Investing in schools: Funding the future

Investing in schools: Funding the future

In his recent budget speech, the Treasurer repeated the Coalition’s usual line about the “record funding” that the Federal Government is providing to schools.  He neglected to mention that the bulk of this funding will be directed to private schools. Nor did he whisper anything about $1.9 billion for capital improvements strictly reserved for the use of private schools only.  

During the last four years the Coalition government has withdrawn all Federal capital funding for public schools. But it did eagerly cough $630 million for private schools during the same period.  

Recently, I published a new report on the vastly inequitable way in which funds for building and capital improvements are distributed among schools, public and private, in Australia.  We have all heard the most egregious examples of over-the-top spending by some of the richest private schools in the country – the orchestra pits, Olympic swimming pools with retractable floors, the libraries modelled on Scottish castles and the helicopters suspended from the ceiling.  But what is often unexamined is that every public school student in Australia misses out on essential buildings and facilities because governments continue to discriminate their funding system in favour of private schools.  

The new analysis of capital investment in Australia’s schools covers the decade from 2009 to 2018. This is a crucial time period as it includes the Rudd government’s unprecedented, Building the Education Revolution stimulus package of 2010-2012 and also the first five years of the current Coalition Government.  

The results of this comparative analysis are shocking and demonstrate how the Coalition’s ideologically blinkered approach to everything to do with school funding have prevented them from picking some of the lowest hanging fruit when it comes to stimulus. There is a huge need for capital improvement works in Australia’s public schools. 

Economists of many stripes have been calling on all governments to engage an aggressive capital investment program to deliver growth and promote future economic development. Schools are ready made sites for investment. As essential social infrastructure, public schools deliver benefits across all communities and support communities doing it hardest

The report cites decades of international evidence from the UK, USA and Europe on how improvements to school environments translate to long term educational and economic benefit. It demonstrates how capital investment in the poorest 20% of Australian public schools, along with targeted increases to recurrent spending, could help generate approximately $5.2 billion every year in economic activity. More than $100 billion in benefits over the next twenty years. An additional annual investment of $3.8 billion per annum would bridge the gap between public and private schools in per student capital investment.

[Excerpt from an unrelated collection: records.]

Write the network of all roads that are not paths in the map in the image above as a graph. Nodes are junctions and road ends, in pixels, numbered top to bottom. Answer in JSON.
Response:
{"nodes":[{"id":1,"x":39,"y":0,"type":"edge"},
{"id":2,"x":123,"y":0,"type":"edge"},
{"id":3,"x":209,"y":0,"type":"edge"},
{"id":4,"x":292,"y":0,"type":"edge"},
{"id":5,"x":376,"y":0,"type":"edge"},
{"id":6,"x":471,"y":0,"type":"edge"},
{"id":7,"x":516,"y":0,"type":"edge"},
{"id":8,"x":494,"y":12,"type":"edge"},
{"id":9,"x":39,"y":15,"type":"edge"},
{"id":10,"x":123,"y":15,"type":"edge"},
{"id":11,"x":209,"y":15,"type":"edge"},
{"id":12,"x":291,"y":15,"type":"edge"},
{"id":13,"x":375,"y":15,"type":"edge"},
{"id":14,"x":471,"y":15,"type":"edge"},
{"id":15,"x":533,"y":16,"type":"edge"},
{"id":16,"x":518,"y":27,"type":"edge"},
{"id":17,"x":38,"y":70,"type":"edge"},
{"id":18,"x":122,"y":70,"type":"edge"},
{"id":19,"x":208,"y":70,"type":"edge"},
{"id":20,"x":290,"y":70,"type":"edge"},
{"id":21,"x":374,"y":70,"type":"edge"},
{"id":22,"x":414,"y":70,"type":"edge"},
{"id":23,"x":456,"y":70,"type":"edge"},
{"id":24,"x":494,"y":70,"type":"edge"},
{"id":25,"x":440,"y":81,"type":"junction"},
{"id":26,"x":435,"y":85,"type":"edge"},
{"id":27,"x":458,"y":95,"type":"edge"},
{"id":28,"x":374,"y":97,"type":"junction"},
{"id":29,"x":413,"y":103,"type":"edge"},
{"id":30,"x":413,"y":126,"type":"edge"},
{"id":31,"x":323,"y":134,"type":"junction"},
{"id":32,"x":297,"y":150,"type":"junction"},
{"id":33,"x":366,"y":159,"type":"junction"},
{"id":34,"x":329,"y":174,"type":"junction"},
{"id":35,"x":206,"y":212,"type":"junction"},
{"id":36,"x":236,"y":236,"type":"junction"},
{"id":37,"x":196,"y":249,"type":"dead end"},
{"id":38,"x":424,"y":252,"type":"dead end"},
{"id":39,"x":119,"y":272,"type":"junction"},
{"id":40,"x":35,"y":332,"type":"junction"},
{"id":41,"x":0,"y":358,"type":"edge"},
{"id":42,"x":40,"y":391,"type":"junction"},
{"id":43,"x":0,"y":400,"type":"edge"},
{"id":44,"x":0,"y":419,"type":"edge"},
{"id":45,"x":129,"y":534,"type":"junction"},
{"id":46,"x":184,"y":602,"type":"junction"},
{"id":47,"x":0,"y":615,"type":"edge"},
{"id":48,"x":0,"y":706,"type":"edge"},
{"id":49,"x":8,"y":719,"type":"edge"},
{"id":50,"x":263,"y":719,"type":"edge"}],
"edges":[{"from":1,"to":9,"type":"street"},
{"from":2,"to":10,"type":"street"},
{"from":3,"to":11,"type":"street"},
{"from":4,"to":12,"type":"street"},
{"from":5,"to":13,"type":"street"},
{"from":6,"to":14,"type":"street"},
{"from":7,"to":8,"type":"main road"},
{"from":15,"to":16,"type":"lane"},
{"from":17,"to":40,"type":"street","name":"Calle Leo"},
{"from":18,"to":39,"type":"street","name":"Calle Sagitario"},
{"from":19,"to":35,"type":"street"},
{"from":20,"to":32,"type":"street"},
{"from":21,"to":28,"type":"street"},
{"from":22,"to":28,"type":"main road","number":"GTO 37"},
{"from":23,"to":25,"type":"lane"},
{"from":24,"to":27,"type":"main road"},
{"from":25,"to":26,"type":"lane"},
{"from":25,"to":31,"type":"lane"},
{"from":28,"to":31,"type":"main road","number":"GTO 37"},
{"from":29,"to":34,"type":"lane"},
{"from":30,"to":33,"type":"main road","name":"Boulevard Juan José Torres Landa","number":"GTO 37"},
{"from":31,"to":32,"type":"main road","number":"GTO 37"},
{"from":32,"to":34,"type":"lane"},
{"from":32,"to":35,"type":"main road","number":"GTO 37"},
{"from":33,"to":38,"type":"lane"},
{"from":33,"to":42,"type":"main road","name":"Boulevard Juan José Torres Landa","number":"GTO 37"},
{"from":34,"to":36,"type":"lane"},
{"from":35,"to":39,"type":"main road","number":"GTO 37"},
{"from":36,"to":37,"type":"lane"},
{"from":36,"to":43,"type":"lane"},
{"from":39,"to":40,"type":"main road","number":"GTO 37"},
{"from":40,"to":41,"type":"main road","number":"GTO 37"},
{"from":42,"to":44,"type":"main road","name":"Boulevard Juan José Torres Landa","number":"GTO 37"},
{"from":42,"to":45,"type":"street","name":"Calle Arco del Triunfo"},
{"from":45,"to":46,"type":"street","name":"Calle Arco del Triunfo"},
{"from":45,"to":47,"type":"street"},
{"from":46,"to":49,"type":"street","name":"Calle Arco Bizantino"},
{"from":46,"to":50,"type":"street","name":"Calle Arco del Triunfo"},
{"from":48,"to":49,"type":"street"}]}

Closing this gap would deliver an ongoing annual return of 37% above investment and an additional 37,000 full time construction jobs – many more than the 1,000 or so jobs that the much vaunted JobMaker has been able to provide to date.

In order to gain this benefit, the coalition needs to be willing to look past their rhetoric and accept the horrible inequity they are literally cementing into place. Ratio of Inequity (ROI) is a new measure I have devised to measure the deep capital investment disparity between school sectors. The difference in capital investment between private and public schools is so extreme that private school capital investment per student can be expressed as a multiple of public school capital investment per student. For example, in every year over the last decade (with the notable exception of the Building the Education Revolution years of 2010-12), this ratio of inequity has stretched from 2.1 to as high as 3.7.  This means that private schools have received per student annual investment in school facilities that is at least twice and as much as nearly four times that received by public schools.

This Ratio of Inequity in investment between school sectors is so extreme that it is more a ratio of shame than inequity. It frames the failure of public policy to provide any semblance of balance in the provision of facilities across school sectors.

This glaring inequity is both costly in its long-term impact and shameful in its discriminatory treatment of Australia’s children. We have seen that the Coalition government is now willing to abandon their rhetoric of debt and deficits. One would hope that soon they become pragmatic enough to be able to see the opportunity of 37,000 ongoing jobs. They would also help realise a recurring $5 billion annual return on investment that bringing our public schools up to standard would provide. 


Adam Rorris is an education economist and policy analyst who has worked for the World Bank, Unicef, Unesco and the Department of Foreign Affairs and Trade. He has worked with all state and commonwealth departments of education as well as representatives of the non-government school sector.